(Stored data entries)

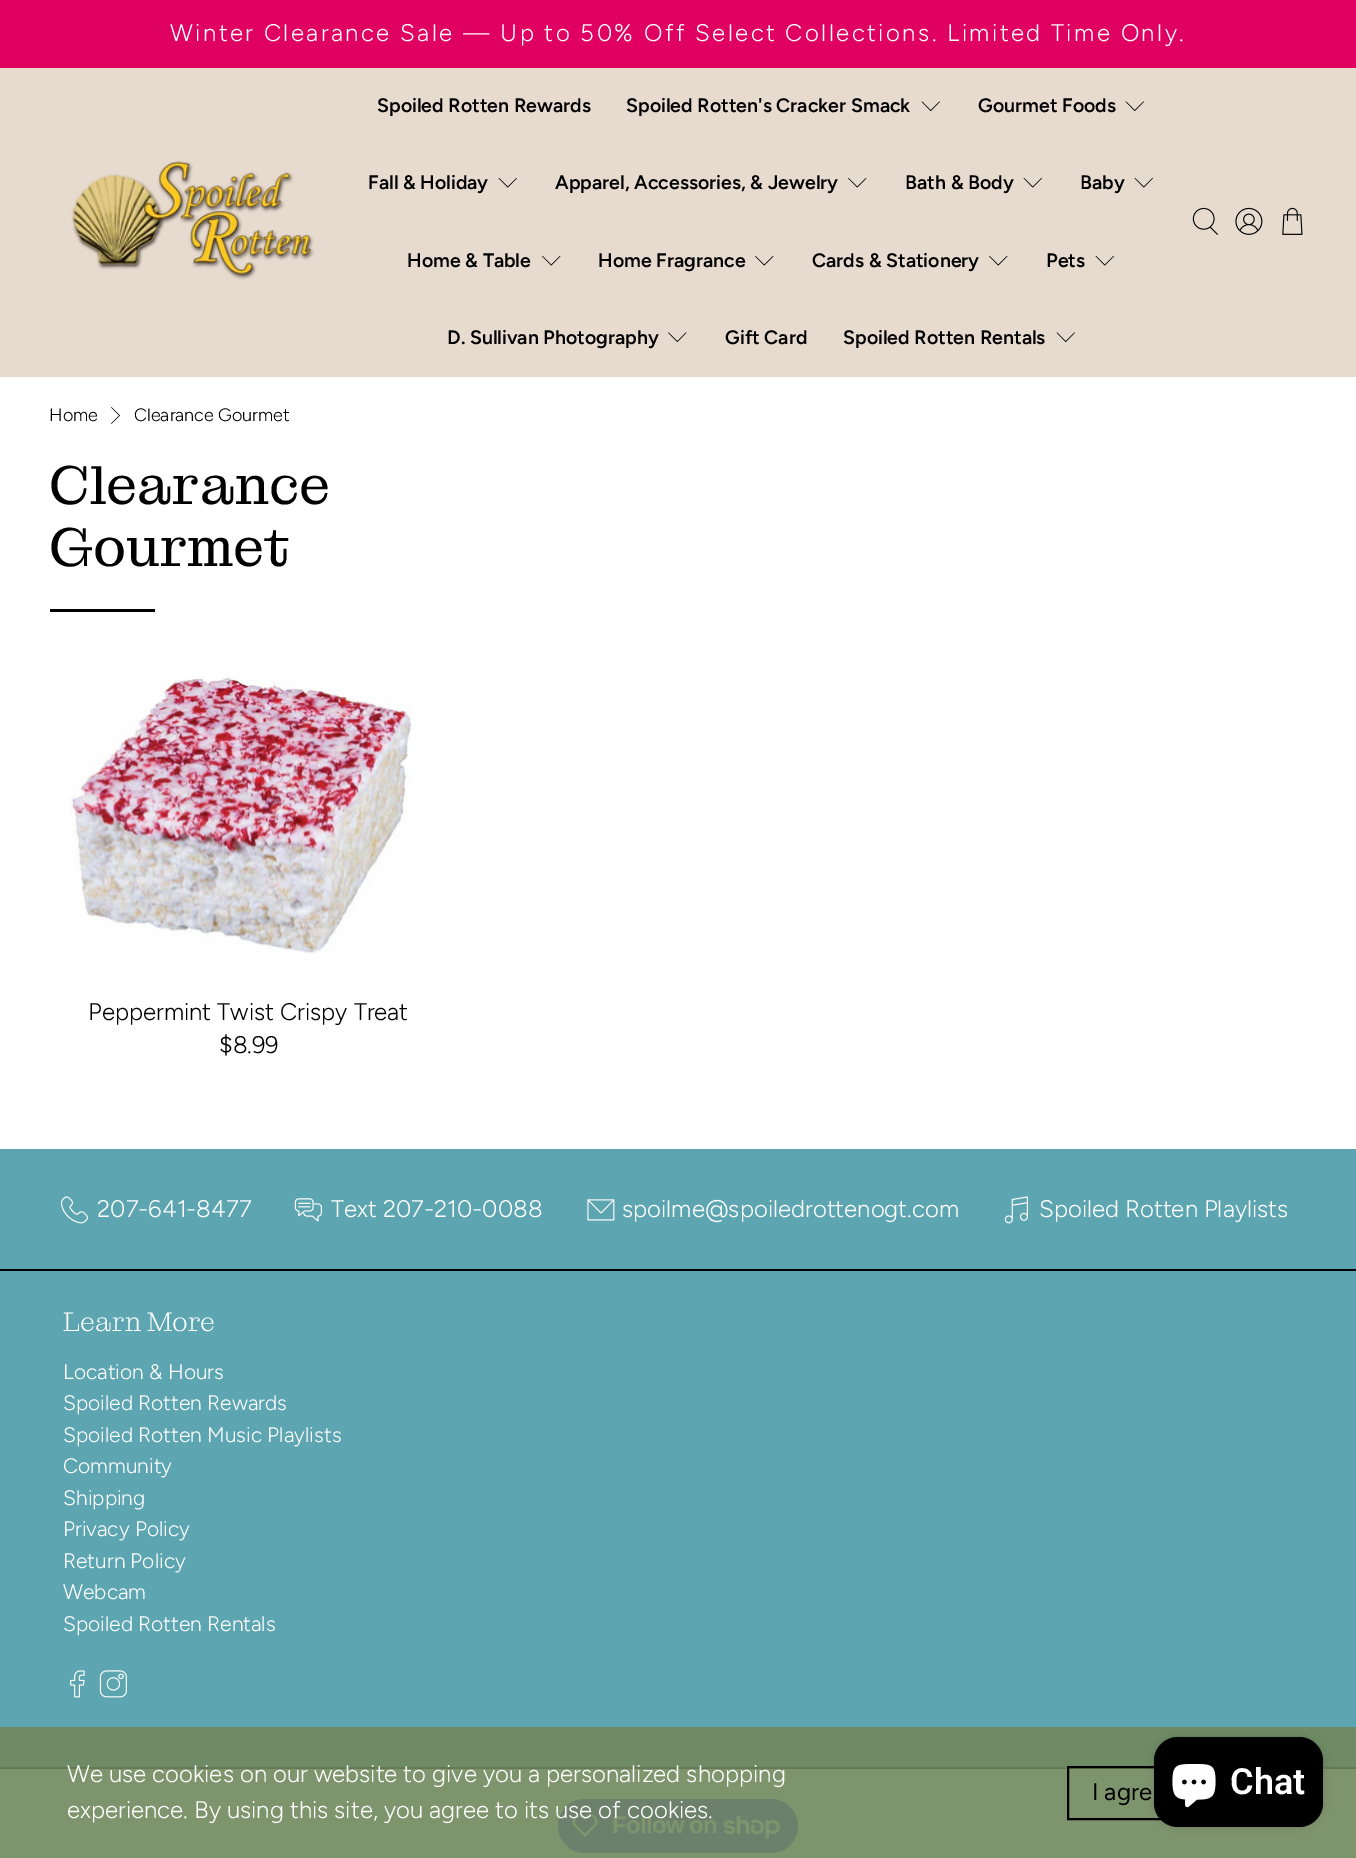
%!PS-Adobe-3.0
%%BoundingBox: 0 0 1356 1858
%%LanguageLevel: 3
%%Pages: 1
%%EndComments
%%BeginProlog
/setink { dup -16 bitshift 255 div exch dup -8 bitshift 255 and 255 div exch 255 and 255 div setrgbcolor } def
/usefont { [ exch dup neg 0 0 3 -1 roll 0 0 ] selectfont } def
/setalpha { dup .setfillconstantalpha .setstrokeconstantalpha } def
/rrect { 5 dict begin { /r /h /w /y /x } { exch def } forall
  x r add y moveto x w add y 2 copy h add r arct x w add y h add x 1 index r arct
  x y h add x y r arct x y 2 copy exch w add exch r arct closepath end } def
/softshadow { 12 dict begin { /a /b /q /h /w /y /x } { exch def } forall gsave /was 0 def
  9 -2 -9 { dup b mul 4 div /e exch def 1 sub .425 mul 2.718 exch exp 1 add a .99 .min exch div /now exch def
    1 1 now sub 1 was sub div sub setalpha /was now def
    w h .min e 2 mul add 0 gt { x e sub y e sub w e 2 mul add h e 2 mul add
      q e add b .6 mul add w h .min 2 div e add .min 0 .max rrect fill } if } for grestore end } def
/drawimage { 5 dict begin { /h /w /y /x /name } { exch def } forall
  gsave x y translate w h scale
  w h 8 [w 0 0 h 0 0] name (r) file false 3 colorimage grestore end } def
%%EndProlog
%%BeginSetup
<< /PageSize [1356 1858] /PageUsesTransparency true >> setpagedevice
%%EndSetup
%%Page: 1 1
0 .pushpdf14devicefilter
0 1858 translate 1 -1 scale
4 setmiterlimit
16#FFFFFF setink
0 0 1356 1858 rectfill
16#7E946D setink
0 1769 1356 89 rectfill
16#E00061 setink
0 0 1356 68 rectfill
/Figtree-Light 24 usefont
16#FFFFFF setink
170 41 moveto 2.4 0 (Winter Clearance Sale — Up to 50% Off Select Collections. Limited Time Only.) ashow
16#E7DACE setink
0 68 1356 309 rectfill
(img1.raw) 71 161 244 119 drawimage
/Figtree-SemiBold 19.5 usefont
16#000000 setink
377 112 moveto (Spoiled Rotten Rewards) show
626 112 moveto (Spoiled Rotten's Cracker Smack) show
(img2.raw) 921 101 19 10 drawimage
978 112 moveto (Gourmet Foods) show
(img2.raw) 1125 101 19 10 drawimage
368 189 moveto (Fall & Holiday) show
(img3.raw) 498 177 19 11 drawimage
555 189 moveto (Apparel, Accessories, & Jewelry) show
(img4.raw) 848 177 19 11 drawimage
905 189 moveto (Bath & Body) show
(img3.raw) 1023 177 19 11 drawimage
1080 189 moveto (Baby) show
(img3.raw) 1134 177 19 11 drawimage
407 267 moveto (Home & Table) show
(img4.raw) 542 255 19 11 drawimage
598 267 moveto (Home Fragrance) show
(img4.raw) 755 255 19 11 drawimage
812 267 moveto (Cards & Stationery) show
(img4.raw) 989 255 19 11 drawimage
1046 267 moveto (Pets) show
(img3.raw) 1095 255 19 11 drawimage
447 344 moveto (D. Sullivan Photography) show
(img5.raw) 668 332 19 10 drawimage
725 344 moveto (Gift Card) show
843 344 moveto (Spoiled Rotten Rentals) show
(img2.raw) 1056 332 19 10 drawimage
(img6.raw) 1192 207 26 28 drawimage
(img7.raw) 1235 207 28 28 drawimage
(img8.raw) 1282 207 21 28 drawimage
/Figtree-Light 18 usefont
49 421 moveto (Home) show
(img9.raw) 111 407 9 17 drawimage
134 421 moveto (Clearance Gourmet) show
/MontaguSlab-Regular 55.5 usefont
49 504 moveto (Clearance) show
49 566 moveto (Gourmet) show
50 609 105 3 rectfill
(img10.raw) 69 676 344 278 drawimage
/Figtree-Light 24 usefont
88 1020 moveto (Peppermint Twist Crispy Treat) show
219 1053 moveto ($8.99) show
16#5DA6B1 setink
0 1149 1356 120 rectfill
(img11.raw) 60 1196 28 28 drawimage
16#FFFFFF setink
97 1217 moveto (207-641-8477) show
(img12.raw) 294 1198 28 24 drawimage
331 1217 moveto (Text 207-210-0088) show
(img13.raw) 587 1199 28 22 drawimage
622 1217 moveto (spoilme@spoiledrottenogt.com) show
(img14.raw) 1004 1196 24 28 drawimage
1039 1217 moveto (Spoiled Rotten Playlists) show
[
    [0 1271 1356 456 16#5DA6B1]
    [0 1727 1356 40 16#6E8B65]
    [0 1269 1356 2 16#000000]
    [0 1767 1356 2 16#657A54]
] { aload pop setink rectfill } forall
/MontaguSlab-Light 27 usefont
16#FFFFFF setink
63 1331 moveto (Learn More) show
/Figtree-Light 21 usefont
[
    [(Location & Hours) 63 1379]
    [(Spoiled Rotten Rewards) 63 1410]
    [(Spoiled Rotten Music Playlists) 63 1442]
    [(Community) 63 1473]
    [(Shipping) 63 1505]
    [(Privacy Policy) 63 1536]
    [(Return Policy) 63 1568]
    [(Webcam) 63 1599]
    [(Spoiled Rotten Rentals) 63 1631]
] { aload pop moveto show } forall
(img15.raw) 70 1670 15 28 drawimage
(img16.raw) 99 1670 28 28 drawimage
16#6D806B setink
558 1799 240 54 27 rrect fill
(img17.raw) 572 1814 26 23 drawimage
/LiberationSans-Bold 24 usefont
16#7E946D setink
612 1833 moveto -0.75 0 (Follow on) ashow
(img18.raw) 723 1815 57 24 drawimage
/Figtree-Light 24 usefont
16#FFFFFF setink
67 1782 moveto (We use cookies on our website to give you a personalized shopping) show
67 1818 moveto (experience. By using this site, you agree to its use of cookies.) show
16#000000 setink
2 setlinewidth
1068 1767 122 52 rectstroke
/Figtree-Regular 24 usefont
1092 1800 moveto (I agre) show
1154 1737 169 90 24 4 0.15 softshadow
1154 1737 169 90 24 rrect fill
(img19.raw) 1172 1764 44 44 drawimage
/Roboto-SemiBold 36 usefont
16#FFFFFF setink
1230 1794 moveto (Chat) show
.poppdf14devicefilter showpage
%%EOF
==
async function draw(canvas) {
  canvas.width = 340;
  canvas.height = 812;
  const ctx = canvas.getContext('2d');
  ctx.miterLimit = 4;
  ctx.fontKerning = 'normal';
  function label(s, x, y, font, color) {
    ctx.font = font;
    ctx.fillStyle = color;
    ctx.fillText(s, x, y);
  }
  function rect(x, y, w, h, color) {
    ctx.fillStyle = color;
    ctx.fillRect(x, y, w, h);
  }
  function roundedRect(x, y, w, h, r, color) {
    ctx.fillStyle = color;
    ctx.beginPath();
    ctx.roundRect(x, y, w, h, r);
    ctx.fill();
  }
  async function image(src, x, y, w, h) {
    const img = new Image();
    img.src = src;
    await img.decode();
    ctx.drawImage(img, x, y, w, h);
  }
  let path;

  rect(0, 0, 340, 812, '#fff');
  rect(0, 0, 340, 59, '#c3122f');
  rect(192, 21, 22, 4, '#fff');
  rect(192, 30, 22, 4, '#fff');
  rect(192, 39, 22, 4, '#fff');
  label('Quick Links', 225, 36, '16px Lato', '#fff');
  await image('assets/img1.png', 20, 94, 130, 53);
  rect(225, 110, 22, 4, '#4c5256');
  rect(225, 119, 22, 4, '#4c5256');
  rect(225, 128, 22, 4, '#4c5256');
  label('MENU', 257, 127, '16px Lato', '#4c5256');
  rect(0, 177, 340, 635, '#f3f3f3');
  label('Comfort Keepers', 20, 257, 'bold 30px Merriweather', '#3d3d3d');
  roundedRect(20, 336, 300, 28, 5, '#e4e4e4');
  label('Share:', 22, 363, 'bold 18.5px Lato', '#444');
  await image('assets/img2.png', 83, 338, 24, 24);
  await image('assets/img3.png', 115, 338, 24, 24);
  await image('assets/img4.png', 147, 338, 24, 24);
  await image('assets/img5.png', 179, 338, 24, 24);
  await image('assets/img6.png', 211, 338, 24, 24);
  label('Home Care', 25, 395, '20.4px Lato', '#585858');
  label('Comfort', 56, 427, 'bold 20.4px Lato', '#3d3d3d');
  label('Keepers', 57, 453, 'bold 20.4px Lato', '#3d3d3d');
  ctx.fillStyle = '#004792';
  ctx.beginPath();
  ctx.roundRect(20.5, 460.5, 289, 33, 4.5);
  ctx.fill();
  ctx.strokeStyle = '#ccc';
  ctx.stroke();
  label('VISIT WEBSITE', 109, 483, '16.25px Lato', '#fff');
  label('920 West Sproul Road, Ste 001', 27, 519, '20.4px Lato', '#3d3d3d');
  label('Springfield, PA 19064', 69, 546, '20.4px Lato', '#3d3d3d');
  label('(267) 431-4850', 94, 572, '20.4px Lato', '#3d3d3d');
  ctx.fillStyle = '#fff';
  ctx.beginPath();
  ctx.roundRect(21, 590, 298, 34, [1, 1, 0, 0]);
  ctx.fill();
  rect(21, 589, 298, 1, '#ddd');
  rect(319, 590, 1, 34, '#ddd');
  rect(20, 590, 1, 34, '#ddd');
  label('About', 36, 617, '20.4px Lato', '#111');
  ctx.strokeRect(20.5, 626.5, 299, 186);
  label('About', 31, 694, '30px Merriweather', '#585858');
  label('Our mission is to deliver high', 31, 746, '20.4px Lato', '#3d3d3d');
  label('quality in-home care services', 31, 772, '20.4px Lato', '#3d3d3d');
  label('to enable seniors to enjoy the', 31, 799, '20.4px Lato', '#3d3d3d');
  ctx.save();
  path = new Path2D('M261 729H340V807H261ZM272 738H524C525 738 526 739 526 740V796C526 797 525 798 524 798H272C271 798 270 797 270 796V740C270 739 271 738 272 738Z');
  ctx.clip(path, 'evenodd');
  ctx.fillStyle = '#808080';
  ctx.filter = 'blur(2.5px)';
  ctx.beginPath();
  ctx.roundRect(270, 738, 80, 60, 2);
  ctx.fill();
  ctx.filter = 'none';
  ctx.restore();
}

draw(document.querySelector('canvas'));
--
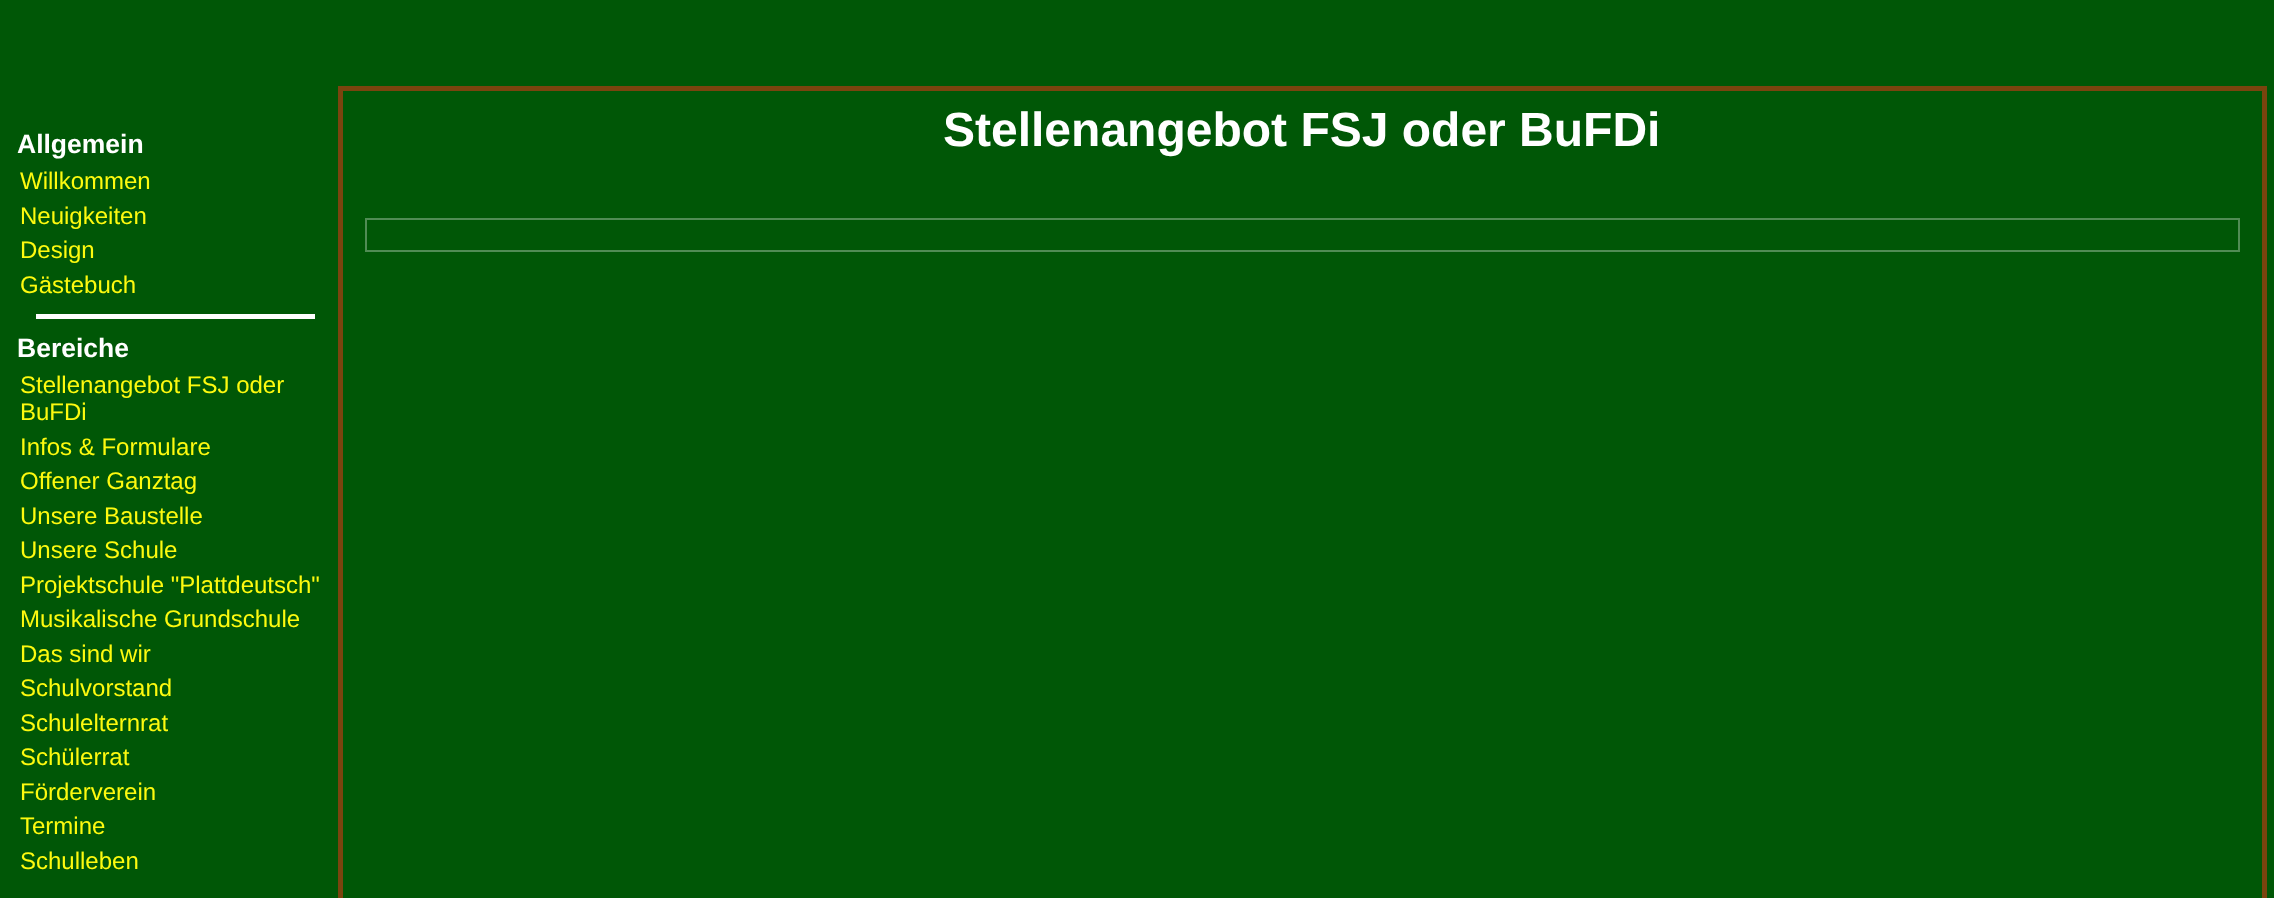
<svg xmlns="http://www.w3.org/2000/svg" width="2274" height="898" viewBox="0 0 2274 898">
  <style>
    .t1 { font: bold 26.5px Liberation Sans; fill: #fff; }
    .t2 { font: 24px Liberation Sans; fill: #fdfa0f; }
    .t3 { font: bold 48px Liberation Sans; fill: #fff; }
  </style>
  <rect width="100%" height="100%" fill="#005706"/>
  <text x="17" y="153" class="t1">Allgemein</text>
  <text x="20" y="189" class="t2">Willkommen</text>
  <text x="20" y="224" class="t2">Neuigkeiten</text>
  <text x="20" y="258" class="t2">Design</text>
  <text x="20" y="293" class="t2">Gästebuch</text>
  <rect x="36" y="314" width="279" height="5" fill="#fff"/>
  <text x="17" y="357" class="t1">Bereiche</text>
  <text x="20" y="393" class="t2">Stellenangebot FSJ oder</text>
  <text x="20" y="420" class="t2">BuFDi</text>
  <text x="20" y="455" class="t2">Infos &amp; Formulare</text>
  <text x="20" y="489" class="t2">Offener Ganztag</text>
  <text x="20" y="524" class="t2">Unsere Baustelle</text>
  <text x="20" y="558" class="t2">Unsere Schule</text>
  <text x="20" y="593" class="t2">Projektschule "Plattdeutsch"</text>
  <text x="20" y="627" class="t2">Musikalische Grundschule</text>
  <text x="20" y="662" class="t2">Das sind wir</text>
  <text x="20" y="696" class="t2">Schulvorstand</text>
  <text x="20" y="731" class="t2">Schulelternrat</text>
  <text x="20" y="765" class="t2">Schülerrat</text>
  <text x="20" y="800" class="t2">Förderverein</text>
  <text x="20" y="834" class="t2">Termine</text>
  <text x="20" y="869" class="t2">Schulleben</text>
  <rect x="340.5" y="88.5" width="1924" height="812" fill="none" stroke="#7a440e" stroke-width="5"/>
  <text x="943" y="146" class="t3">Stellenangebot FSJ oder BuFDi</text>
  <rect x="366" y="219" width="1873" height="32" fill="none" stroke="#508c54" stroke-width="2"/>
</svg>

### What you need to do
The answer should be nothing but the number of lines in this data that include "arct".

### Task answer
2